I live in Punta Gorda FL and we have Ponce De Leon park right in our city. Maybe i’ll go take a swim there! I am newly diagnosed after 9 months of having symptoms. My neuro asked me if I was SOB but I didn’t think I was until I tried to walk the dog and the same time as inhaling my medical marijuana vape pen. I could not do it! I just had my first IVIG treatment. 4 days in a row. What kind of frequency do people out there have for IVIG treatments? Is it anything regular or only with relapse? My Neuro said lets wait and see how I respond to this first treatment.
Hi…same blurry vision…tiredness that makes my eyes feel weighed down by a ton of bricks…i am going to try what they call warrigal green in Australia or New Zealand spinach . Apparently restores eyesight and illeviates some pain…It’s off to the bush i go to find this ellusive plant…
Signs & Symptoms
The chief symptoms of CIDP are slowly progressive (over at least 2 months) symmetric weakness of both muscles around the hip and shoulder as well as of the hands and feet (both proximal and distal muscles). This pattern of weakness, if caused by nerve damage, is highly suggestive of CIDP.

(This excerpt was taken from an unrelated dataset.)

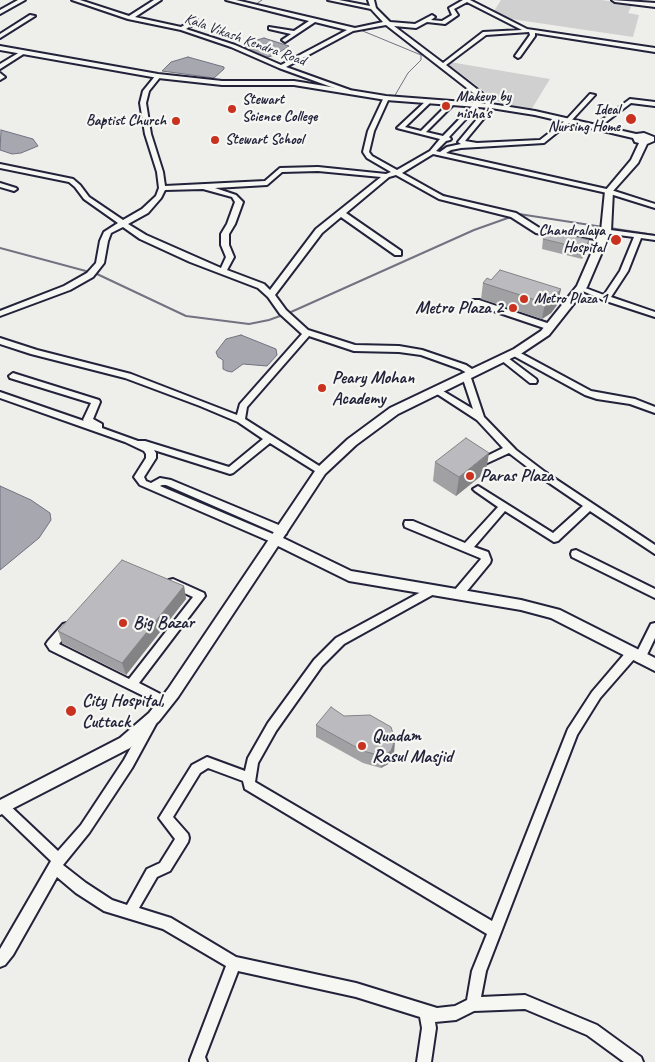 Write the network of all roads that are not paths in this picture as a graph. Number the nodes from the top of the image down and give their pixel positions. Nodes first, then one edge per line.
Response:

Left side…Your symptoms don’t match typical diagnoses. I have similar problems to you but I have MMN. w was CIDP for four years until I found a neuro who had a brain. CIDP is Symmetrical! I could explain this down to the nodes of Ranvier, but let your neuro tell it like it is, if he can. MMN is mostly distal. Good luck.
I’m also dealing with shortness of breath. My pulmonary function test comes back at about 60%. I’ve had a high contrast CT, a bubble study, and everything is normal. I think the next step is testing of the phrenic nerve. It’s so frustrating. I have Sjogrens and POTS, so when my breathing is giving me fits, my heart gets tachycardic I’m so over the fatigue more than anything.
If anyone has been through the nerve test, will you tell me what it was like please? And is there anything that can be done about it if that’s the problem? Thanks so much guys.